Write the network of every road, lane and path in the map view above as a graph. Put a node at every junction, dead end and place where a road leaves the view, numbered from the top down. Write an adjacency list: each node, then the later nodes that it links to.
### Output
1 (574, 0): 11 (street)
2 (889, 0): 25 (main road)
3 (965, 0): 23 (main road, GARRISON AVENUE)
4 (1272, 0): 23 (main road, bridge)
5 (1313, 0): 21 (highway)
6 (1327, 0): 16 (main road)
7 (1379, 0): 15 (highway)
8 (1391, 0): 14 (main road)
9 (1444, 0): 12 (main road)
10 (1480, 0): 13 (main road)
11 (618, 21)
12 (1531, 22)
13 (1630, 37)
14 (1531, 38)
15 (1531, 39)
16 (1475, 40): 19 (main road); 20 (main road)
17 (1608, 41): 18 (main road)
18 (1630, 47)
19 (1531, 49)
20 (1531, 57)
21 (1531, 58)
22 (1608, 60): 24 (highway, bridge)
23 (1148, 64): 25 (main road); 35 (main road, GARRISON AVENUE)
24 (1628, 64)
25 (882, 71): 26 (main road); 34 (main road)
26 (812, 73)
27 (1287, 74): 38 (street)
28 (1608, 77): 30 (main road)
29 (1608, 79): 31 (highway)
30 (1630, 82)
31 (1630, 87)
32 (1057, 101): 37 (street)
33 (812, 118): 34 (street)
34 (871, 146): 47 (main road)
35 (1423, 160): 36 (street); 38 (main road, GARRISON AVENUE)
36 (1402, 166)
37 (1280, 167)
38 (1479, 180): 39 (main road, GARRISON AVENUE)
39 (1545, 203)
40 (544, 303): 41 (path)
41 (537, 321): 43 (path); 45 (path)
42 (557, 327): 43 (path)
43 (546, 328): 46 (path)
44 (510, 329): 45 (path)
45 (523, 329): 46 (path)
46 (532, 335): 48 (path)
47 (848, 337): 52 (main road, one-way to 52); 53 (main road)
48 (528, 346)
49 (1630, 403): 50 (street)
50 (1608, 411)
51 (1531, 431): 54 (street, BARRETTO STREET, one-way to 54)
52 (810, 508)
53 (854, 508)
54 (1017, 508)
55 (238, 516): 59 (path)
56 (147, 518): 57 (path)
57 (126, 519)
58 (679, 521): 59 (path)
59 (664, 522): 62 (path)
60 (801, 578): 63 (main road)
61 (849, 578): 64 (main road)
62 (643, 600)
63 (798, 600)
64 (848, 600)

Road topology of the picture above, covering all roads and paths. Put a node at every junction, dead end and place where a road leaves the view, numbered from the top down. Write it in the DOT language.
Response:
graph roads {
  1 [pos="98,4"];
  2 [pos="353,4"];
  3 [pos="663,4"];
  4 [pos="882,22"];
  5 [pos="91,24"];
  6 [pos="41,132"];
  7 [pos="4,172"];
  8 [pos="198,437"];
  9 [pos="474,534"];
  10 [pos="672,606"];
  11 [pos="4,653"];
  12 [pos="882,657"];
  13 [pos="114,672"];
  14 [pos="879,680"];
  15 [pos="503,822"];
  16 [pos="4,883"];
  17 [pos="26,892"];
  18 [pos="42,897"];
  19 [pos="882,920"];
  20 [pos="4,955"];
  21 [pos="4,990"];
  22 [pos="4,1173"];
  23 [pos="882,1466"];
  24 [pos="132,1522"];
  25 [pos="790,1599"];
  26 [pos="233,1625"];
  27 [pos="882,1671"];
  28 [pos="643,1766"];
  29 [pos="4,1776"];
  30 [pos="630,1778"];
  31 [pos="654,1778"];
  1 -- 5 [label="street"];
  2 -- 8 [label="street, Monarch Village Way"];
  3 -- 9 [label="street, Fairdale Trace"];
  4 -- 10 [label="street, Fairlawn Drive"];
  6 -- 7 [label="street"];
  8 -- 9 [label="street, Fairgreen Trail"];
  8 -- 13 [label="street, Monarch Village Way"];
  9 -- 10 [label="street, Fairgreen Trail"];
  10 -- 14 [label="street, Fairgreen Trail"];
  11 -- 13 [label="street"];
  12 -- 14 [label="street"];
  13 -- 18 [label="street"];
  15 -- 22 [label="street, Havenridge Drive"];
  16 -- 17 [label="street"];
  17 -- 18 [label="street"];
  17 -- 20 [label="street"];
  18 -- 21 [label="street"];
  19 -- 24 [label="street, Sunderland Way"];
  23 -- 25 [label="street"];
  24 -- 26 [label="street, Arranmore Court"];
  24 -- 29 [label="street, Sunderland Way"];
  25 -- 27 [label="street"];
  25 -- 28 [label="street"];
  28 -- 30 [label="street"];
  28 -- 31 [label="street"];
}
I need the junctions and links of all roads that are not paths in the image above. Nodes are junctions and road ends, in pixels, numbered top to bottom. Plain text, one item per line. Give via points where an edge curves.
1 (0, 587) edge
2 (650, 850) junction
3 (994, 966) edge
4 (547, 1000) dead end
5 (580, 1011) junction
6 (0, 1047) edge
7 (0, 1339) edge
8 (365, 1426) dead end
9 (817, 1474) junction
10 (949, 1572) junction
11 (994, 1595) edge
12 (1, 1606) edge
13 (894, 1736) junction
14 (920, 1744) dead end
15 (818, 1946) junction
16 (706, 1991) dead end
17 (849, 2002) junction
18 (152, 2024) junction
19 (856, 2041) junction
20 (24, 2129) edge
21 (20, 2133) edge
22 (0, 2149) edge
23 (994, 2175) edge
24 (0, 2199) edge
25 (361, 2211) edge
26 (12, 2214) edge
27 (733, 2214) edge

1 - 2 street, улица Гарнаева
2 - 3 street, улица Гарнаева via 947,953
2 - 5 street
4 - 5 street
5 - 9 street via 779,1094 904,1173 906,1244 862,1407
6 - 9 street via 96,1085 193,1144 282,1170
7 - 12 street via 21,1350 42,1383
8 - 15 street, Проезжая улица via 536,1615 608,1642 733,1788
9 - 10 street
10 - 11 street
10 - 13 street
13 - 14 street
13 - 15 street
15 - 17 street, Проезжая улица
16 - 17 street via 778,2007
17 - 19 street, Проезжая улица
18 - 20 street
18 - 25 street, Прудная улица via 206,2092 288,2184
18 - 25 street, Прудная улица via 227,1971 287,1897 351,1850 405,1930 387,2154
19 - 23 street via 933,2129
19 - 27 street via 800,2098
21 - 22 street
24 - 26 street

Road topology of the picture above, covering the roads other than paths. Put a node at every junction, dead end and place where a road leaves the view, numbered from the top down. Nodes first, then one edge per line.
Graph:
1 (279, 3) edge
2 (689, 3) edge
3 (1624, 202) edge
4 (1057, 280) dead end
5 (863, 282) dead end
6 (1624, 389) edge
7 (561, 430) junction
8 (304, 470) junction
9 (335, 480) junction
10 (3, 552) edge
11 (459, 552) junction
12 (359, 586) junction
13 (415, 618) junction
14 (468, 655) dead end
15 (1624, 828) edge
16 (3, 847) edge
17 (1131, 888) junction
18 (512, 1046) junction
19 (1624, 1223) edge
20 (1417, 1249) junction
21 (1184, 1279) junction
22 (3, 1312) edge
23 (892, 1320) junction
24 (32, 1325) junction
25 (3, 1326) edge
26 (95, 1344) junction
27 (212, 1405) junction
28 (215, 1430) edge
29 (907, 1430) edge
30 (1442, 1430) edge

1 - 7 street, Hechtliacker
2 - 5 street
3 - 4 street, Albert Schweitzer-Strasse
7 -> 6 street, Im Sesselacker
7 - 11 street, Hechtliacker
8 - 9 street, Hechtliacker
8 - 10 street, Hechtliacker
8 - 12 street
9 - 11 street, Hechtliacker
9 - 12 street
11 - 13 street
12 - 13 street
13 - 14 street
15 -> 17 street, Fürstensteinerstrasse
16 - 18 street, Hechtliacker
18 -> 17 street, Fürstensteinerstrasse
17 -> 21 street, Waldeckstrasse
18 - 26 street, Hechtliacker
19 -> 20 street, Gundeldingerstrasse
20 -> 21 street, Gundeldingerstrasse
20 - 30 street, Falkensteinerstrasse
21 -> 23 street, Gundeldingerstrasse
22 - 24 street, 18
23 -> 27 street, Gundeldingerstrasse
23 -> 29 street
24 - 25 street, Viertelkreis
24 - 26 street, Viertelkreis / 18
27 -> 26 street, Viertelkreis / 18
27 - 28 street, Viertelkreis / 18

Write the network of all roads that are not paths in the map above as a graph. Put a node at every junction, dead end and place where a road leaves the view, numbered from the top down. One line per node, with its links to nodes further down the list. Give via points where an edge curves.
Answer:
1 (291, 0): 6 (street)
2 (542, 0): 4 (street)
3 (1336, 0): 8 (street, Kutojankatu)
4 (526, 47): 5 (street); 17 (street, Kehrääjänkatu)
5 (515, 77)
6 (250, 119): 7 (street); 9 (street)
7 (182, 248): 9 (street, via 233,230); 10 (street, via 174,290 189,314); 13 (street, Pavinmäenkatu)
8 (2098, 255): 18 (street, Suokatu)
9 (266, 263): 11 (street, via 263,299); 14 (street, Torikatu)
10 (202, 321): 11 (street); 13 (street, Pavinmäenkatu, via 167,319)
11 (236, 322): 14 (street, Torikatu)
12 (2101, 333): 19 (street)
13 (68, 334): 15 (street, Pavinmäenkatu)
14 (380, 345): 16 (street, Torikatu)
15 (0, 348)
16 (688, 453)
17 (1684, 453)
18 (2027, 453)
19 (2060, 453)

····················

Work item:
Go through the material above line by line and tally each one holding "Sunderland"; give the tally and nothing else.

Response:
2